Records from a data source:
+===+
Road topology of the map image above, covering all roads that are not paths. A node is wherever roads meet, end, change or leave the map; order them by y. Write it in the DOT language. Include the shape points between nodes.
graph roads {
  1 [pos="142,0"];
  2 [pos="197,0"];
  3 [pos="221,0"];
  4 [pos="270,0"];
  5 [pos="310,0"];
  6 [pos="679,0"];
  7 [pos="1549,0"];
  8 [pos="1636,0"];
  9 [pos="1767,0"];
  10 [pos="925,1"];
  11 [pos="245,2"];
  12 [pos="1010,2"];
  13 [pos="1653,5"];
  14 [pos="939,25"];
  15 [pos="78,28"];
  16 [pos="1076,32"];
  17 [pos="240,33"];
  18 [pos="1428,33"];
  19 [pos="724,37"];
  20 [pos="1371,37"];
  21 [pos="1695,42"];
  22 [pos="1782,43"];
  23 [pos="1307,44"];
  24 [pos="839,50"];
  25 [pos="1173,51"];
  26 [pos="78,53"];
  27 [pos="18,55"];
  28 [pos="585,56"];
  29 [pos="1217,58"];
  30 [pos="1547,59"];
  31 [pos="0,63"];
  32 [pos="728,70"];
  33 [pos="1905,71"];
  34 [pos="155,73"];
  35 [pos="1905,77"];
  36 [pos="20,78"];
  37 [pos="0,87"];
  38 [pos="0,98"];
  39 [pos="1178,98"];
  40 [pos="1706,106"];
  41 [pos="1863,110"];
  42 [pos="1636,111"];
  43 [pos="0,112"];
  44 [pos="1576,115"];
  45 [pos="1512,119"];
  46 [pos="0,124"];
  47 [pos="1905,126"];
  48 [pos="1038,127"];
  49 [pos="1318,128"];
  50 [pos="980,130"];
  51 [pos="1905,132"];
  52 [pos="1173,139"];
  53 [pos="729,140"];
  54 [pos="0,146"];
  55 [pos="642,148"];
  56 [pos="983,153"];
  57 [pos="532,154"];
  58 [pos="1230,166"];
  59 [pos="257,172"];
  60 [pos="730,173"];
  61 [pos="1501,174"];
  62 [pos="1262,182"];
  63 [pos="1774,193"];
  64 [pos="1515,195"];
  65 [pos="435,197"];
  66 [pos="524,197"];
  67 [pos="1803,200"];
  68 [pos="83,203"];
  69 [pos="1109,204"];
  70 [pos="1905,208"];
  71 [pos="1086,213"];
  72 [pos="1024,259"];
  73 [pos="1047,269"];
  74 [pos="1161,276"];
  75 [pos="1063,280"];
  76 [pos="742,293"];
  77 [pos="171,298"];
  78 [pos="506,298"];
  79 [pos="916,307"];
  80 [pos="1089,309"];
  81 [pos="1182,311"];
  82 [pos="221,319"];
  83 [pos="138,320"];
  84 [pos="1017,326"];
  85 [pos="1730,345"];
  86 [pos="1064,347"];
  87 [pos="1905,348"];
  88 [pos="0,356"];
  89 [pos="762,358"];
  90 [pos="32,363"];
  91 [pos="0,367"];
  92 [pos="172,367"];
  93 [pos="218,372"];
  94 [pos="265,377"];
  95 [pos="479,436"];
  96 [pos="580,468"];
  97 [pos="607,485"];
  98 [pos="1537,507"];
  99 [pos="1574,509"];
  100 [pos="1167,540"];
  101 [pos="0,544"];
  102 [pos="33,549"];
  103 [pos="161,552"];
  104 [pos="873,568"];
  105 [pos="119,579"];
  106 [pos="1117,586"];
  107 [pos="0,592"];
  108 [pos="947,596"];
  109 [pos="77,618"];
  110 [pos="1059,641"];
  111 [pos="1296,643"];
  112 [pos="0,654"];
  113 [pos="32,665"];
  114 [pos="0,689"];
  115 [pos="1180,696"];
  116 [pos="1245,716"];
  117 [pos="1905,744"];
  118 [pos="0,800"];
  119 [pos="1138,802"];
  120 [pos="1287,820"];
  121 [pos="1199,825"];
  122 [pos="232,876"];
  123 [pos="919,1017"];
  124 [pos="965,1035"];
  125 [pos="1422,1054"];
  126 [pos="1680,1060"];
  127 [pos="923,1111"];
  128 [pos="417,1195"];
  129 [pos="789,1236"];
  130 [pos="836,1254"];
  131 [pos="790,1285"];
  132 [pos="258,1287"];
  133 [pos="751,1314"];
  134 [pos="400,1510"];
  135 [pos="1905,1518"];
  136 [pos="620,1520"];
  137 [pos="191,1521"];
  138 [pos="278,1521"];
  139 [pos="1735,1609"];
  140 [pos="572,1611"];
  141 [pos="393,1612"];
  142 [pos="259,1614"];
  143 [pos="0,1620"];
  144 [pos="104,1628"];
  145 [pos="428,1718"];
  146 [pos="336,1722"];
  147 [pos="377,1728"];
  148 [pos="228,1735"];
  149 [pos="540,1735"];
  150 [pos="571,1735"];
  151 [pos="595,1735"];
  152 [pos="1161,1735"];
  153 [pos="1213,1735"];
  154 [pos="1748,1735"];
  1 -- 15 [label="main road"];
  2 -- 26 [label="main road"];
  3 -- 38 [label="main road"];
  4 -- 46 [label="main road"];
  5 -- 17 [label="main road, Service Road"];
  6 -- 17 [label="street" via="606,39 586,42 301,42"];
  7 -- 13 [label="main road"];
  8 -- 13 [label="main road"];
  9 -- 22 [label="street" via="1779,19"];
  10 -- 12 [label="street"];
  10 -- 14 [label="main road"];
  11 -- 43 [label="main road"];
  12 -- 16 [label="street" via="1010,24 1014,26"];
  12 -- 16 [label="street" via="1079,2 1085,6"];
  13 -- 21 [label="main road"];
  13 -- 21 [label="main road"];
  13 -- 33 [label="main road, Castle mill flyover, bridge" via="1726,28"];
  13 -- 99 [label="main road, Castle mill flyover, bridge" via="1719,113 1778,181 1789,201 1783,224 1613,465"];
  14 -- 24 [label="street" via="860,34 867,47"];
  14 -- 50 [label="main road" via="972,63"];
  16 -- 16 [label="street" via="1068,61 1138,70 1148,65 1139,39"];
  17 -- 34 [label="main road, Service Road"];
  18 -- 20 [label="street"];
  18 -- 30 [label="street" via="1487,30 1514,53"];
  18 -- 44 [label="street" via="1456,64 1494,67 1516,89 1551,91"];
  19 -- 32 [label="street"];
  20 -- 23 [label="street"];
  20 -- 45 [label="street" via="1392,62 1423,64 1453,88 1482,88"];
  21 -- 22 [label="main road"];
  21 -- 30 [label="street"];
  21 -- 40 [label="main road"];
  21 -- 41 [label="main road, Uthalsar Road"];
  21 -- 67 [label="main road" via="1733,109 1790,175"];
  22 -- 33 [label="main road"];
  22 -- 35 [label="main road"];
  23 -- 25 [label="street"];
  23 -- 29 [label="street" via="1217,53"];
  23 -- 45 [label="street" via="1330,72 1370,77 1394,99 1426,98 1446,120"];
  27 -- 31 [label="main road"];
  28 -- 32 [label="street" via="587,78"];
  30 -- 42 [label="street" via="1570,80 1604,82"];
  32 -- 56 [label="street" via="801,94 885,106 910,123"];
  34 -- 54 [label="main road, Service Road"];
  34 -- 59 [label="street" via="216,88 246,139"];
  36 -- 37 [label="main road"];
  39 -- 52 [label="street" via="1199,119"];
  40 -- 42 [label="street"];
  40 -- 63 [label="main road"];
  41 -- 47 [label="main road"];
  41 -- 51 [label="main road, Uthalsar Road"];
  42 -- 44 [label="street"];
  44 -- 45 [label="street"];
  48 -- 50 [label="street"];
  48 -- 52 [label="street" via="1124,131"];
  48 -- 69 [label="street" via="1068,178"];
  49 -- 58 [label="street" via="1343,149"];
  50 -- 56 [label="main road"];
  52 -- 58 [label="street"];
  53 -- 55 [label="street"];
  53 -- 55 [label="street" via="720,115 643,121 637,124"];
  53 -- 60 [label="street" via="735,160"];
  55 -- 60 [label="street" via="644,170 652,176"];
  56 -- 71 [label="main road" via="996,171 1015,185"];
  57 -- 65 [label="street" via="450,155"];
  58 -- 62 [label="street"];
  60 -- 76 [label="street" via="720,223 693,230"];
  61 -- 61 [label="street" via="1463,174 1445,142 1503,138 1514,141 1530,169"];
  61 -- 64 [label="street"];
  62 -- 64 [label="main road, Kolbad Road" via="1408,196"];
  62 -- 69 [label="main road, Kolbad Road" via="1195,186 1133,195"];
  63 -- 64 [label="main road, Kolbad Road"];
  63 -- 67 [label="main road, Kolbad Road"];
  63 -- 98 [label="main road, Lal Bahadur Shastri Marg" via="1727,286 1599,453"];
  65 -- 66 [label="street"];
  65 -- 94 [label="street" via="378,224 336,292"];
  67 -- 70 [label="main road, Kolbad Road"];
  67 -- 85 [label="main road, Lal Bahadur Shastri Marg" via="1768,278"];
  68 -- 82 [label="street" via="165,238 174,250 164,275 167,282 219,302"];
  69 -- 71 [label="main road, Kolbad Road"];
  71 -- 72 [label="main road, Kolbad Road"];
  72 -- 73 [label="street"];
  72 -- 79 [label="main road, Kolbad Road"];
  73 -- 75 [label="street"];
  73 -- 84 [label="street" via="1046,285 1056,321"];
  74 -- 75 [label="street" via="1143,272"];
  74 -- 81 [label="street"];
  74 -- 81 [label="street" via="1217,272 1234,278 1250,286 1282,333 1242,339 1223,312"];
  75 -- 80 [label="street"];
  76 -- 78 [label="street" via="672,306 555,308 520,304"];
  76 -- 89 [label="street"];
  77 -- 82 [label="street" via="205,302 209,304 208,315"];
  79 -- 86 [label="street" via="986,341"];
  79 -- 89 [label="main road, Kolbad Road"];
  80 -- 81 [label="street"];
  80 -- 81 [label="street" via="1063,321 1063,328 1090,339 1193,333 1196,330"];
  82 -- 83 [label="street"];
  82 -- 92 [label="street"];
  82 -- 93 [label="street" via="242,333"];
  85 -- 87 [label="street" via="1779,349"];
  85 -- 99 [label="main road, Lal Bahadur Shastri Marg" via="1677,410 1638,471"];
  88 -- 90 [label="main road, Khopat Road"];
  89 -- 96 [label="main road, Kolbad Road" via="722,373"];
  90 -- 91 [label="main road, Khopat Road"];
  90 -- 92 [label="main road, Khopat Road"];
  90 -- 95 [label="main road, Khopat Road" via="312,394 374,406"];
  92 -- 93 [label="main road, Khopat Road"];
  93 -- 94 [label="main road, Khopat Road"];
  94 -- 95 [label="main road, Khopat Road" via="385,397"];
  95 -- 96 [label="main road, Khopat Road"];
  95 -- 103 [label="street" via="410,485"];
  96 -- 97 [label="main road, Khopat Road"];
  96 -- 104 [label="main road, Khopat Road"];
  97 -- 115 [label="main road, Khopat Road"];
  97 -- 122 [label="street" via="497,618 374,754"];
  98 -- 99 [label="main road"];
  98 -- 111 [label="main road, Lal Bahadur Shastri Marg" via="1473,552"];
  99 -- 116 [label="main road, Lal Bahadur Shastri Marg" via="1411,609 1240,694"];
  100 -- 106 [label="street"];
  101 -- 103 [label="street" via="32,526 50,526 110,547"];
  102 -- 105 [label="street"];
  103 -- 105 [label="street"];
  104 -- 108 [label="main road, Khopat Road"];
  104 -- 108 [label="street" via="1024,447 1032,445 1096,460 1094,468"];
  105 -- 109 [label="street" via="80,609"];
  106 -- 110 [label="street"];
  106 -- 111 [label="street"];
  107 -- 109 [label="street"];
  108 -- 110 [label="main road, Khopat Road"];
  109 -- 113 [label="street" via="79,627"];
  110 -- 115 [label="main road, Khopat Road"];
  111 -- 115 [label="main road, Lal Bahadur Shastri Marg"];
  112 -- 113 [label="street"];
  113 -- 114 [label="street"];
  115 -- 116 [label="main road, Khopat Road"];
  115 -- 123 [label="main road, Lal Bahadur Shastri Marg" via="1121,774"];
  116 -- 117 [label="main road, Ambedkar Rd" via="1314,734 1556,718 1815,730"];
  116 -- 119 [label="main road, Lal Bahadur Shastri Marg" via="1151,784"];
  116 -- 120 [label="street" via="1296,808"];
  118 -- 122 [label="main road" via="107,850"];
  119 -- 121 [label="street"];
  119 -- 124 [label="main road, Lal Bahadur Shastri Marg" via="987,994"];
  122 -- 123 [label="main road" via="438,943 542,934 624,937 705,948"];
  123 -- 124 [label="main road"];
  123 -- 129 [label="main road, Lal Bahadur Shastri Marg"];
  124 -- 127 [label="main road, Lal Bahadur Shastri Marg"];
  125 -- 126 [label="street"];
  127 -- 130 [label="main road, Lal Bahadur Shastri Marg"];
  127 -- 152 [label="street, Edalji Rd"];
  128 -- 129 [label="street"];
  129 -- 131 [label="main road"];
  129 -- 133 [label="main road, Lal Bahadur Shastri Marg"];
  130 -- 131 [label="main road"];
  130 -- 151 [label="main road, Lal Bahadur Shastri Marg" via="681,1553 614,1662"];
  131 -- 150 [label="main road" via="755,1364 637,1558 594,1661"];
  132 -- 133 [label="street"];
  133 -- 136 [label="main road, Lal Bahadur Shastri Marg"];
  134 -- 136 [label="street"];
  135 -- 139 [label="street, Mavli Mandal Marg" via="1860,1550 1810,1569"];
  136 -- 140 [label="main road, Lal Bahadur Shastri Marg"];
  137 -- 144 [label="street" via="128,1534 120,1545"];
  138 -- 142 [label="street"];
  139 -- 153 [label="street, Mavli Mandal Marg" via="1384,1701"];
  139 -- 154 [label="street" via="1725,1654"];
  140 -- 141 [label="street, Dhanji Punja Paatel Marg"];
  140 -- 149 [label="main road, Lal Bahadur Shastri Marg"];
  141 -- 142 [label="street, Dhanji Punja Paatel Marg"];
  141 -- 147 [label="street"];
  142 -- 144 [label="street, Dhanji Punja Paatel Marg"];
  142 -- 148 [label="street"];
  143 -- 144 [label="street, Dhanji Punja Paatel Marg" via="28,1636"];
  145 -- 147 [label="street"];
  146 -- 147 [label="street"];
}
+===+
● **ABOUT THIS TASK**: Find each line in the records that includes the word "Castle". Report the total and nothing more.

● **THE COMPLETED TASK**: 2